__Dataset excerpts__:
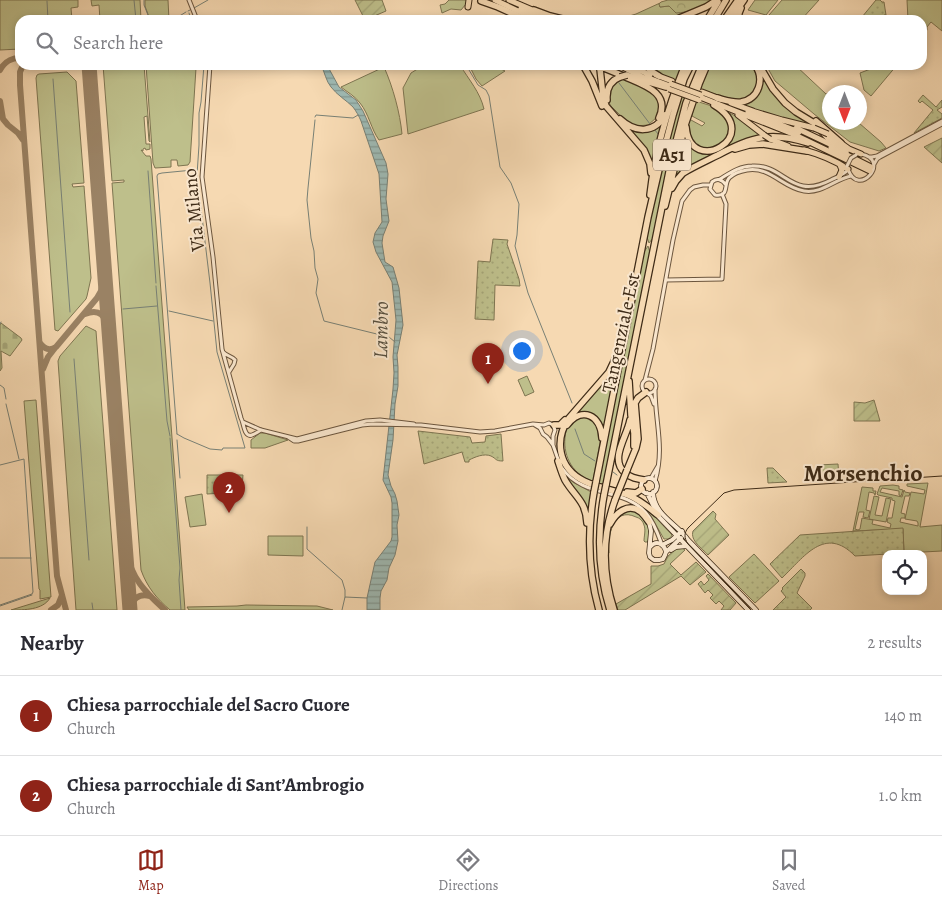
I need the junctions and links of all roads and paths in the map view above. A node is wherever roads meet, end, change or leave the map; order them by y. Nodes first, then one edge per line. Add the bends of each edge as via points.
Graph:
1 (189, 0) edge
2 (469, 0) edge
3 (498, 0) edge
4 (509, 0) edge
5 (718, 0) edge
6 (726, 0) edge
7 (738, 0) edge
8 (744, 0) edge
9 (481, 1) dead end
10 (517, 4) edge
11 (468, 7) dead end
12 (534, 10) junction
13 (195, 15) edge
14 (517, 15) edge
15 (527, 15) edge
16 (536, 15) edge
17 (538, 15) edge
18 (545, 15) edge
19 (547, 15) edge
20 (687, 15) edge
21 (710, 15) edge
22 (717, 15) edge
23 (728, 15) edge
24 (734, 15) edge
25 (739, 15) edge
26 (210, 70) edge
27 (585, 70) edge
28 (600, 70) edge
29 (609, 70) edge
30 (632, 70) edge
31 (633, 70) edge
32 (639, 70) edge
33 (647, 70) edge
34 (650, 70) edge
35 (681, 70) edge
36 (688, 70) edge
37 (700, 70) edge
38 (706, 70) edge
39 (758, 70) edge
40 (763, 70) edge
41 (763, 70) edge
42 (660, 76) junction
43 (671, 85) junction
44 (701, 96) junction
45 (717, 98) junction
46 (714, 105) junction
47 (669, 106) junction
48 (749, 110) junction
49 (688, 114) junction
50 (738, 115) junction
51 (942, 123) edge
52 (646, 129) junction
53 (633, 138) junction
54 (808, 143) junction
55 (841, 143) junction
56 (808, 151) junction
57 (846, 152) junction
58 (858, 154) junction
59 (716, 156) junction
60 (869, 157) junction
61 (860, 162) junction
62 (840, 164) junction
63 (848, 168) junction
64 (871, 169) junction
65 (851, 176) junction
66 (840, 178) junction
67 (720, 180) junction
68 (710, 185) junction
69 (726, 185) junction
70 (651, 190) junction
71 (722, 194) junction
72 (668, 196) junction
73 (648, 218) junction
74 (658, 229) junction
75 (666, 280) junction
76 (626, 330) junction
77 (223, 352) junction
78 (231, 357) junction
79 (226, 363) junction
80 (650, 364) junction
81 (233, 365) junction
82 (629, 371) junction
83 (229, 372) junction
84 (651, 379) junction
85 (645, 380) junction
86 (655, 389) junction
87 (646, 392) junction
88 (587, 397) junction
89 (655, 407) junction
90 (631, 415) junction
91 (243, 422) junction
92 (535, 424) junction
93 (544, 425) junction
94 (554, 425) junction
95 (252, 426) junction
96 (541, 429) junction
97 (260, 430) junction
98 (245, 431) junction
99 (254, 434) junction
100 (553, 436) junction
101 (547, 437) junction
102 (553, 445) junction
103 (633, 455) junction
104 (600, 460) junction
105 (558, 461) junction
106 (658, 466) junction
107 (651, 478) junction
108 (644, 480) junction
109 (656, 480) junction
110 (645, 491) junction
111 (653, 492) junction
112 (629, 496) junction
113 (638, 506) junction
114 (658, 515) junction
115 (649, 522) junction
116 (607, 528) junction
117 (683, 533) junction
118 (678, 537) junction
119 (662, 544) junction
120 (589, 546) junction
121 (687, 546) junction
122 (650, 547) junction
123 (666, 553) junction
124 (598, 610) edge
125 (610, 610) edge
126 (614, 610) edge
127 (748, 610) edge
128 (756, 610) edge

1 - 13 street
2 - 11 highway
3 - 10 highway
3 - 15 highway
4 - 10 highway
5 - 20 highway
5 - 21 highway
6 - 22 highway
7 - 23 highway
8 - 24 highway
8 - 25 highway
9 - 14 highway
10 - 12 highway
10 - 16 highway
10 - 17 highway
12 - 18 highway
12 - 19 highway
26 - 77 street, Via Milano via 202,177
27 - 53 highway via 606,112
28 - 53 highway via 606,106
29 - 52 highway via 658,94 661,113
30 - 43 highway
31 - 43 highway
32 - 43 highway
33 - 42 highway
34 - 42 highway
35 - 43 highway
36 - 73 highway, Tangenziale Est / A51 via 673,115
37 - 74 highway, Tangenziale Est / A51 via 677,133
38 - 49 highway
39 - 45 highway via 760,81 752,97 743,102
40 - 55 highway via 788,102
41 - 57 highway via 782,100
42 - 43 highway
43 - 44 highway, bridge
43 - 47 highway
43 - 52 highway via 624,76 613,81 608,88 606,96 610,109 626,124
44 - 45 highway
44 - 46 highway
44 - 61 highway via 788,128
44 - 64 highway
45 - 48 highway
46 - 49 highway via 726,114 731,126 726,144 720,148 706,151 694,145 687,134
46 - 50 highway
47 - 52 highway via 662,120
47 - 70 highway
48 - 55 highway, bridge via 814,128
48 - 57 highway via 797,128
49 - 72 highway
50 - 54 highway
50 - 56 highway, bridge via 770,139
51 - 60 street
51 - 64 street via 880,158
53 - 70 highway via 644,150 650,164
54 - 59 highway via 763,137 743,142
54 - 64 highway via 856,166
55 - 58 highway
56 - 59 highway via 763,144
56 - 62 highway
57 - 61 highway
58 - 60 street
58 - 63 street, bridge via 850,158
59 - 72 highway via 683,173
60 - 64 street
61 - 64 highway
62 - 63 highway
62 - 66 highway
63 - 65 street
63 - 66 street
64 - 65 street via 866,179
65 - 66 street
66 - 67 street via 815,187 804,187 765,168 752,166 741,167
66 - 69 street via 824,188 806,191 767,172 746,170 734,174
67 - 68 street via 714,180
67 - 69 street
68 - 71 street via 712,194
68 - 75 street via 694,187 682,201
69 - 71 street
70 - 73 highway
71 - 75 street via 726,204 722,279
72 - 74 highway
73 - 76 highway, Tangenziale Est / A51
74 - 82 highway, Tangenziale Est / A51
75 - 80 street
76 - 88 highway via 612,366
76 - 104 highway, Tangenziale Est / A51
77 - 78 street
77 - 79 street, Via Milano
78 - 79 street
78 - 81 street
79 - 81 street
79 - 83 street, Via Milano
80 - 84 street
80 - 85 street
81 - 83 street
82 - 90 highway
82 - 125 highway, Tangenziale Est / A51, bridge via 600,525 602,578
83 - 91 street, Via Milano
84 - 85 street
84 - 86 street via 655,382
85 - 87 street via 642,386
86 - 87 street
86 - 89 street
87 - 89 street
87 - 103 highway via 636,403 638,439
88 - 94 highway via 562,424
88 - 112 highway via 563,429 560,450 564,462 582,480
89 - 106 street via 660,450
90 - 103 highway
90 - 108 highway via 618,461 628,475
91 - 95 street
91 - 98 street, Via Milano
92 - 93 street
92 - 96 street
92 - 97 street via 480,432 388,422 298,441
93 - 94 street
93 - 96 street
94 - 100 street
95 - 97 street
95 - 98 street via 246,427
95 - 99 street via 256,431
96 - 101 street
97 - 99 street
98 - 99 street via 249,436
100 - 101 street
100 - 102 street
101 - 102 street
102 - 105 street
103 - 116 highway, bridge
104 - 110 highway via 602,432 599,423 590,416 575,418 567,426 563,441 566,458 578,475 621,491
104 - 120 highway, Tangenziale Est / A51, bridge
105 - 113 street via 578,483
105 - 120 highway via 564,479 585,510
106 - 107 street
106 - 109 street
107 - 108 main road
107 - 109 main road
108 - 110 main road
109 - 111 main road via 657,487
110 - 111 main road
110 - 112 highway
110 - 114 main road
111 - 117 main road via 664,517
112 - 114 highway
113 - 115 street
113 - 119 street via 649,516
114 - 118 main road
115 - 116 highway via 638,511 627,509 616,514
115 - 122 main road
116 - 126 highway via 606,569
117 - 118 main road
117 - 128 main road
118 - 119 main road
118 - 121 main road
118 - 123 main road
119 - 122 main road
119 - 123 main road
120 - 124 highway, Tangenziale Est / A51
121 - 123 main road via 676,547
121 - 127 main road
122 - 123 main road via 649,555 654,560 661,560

__Problem to work on__: Please print each entry exactly as given and keep pictures out of it.

__Output for this task__:
I need the junctions and links of all roads and paths in the map view above. A node is wherever roads meet, end, change or leave the map; order them by y. Nodes first, then one edge per line. Add the bends of each edge as via points.
Graph:
1 (189, 0) edge
2 (469, 0) edge
3 (498, 0) edge
4 (509, 0) edge
5 (718, 0) edge
6 (726, 0) edge
7 (738, 0) edge
8 (744, 0) edge
9 (481, 1) dead end
10 (517, 4) edge
11 (468, 7) dead end
12 (534, 10) junction
13 (195, 15) edge
14 (517, 15) edge
15 (527, 15) edge
16 (536, 15) edge
17 (538, 15) edge
18 (545, 15) edge
19 (547, 15) edge
20 (687, 15) edge
21 (710, 15) edge
22 (717, 15) edge
23 (728, 15) edge
24 (734, 15) edge
25 (739, 15) edge
26 (210, 70) edge
27 (585, 70) edge
28 (600, 70) edge
29 (609, 70) edge
30 (632, 70) edge
31 (633, 70) edge
32 (639, 70) edge
33 (647, 70) edge
34 (650, 70) edge
35 (681, 70) edge
36 (688, 70) edge
37 (700, 70) edge
38 (706, 70) edge
39 (758, 70) edge
40 (763, 70) edge
41 (763, 70) edge
42 (660, 76) junction
43 (671, 85) junction
44 (701, 96) junction
45 (717, 98) junction
46 (714, 105) junction
47 (669, 106) junction
48 (749, 110) junction
49 (688, 114) junction
50 (738, 115) junction
51 (942, 123) edge
52 (646, 129) junction
53 (633, 138) junction
54 (808, 143) junction
55 (841, 143) junction
56 (808, 151) junction
57 (846, 152) junction
58 (858, 154) junction
59 (716, 156) junction
60 (869, 157) junction
61 (860, 162) junction
62 (840, 164) junction
63 (848, 168) junction
64 (871, 169) junction
65 (851, 176) junction
66 (840, 178) junction
67 (720, 180) junction
68 (710, 185) junction
69 (726, 185) junction
70 (651, 190) junction
71 (722, 194) junction
72 (668, 196) junction
73 (648, 218) junction
74 (658, 229) junction
75 (666, 280) junction
76 (626, 330) junction
77 (223, 352) junction
78 (231, 357) junction
79 (226, 363) junction
80 (650, 364) junction
81 (233, 365) junction
82 (629, 371) junction
83 (229, 372) junction
84 (651, 379) junction
85 (645, 380) junction
86 (655, 389) junction
87 (646, 392) junction
88 (587, 397) junction
89 (655, 407) junction
90 (631, 415) junction
91 (243, 422) junction
92 (535, 424) junction
93 (544, 425) junction
94 (554, 425) junction
95 (252, 426) junction
96 (541, 429) junction
97 (260, 430) junction
98 (245, 431) junction
99 (254, 434) junction
100 (553, 436) junction
101 (547, 437) junction
102 (553, 445) junction
103 (633, 455) junction
104 (600, 460) junction
105 (558, 461) junction
106 (658, 466) junction
107 (651, 478) junction
108 (644, 480) junction
109 (656, 480) junction
110 (645, 491) junction
111 (653, 492) junction
112 (629, 496) junction
113 (638, 506) junction
114 (658, 515) junction
115 (649, 522) junction
116 (607, 528) junction
117 (683, 533) junction
118 (678, 537) junction
119 (662, 544) junction
120 (589, 546) junction
121 (687, 546) junction
122 (650, 547) junction
123 (666, 553) junction
124 (598, 610) edge
125 (610, 610) edge
126 (614, 610) edge
127 (748, 610) edge
128 (756, 610) edge

1 - 13 street
2 - 11 highway
3 - 10 highway
3 - 15 highway
4 - 10 highway
5 - 20 highway
5 - 21 highway
6 - 22 highway
7 - 23 highway
8 - 24 highway
8 - 25 highway
9 - 14 highway
10 - 12 highway
10 - 16 highway
10 - 17 highway
12 - 18 highway
12 - 19 highway
26 - 77 street, Via Milano via 202,177
27 - 53 highway via 606,112
28 - 53 highway via 606,106
29 - 52 highway via 658,94 661,113
30 - 43 highway
31 - 43 highway
32 - 43 highway
33 - 42 highway
34 - 42 highway
35 - 43 highway
36 - 73 highway, Tangenziale Est / A51 via 673,115
37 - 74 highway, Tangenziale Est / A51 via 677,133
38 - 49 highway
39 - 45 highway via 760,81 752,97 743,102
40 - 55 highway via 788,102
41 - 57 highway via 782,100
42 - 43 highway
43 - 44 highway, bridge
43 - 47 highway
43 - 52 highway via 624,76 613,81 608,88 606,96 610,109 626,124
44 - 45 highway
44 - 46 highway
44 - 61 highway via 788,128
44 - 64 highway
45 - 48 highway
46 - 49 highway via 726,114 731,126 726,144 720,148 706,151 694,145 687,134
46 - 50 highway
47 - 52 highway via 662,120
47 - 70 highway
48 - 55 highway, bridge via 814,128
48 - 57 highway via 797,128
49 - 72 highway
50 - 54 highway
50 - 56 highway, bridge via 770,139
51 - 60 street
51 - 64 street via 880,158
53 - 70 highway via 644,150 650,164
54 - 59 highway via 763,137 743,142
54 - 64 highway via 856,166
55 - 58 highway
56 - 59 highway via 763,144
56 - 62 highway
57 - 61 highway
58 - 60 street
58 - 63 street, bridge via 850,158
59 - 72 highway via 683,173
60 - 64 street
61 - 64 highway
62 - 63 highway
62 - 66 highway
63 - 65 street
63 - 66 street
64 - 65 street via 866,179
65 - 66 street
66 - 67 street via 815,187 804,187 765,168 752,166 741,167
66 - 69 street via 824,188 806,191 767,172 746,170 734,174
67 - 68 street via 714,180
67 - 69 street
68 - 71 street via 712,194
68 - 75 street via 694,187 682,201
69 - 71 street
70 - 73 highway
71 - 75 street via 726,204 722,279
72 - 74 highway
73 - 76 highway, Tangenziale Est / A51
74 - 82 highway, Tangenziale Est / A51
75 - 80 street
76 - 88 highway via 612,366
76 - 104 highway, Tangenziale Est / A51
77 - 78 street
77 - 79 street, Via Milano
78 - 79 street
78 - 81 street
79 - 81 street
79 - 83 street, Via Milano
80 - 84 street
80 - 85 street
81 - 83 street
82 - 90 highway
82 - 125 highway, Tangenziale Est / A51, bridge via 600,525 602,578
83 - 91 street, Via Milano
84 - 85 street
84 - 86 street via 655,382
85 - 87 street via 642,386
86 - 87 street
86 - 89 street
87 - 89 street
87 - 103 highway via 636,403 638,439
88 - 94 highway via 562,424
88 - 112 highway via 563,429 560,450 564,462 582,480
89 - 106 street via 660,450
90 - 103 highway
90 - 108 highway via 618,461 628,475
91 - 95 street
91 - 98 street, Via Milano
92 - 93 street
92 - 96 street
92 - 97 street via 480,432 388,422 298,441
93 - 94 street
93 - 96 street
94 - 100 street
95 - 97 street
95 - 98 street via 246,427
95 - 99 street via 256,431
96 - 101 street
97 - 99 street
98 - 99 street via 249,436
100 - 101 street
100 - 102 street
101 - 102 street
102 - 105 street
103 - 116 highway, bridge
104 - 110 highway via 602,432 599,423 590,416 575,418 567,426 563,441 566,458 578,475 621,491
104 - 120 highway, Tangenziale Est / A51, bridge
105 - 113 street via 578,483
105 - 120 highway via 564,479 585,510
106 - 107 street
106 - 109 street
107 - 108 main road
107 - 109 main road
108 - 110 main road
109 - 111 main road via 657,487
110 - 111 main road
110 - 112 highway
110 - 114 main road
111 - 117 main road via 664,517
112 - 114 highway
113 - 115 street
113 - 119 street via 649,516
114 - 118 main road
115 - 116 highway via 638,511 627,509 616,514
115 - 122 main road
116 - 126 highway via 606,569
117 - 118 main road
117 - 128 main road
118 - 119 main road
118 - 121 main road
118 - 123 main road
119 - 122 main road
119 - 123 main road
120 - 124 highway, Tangenziale Est / A51
121 - 123 main road via 676,547
121 - 127 main road
122 - 123 main road via 649,555 654,560 661,560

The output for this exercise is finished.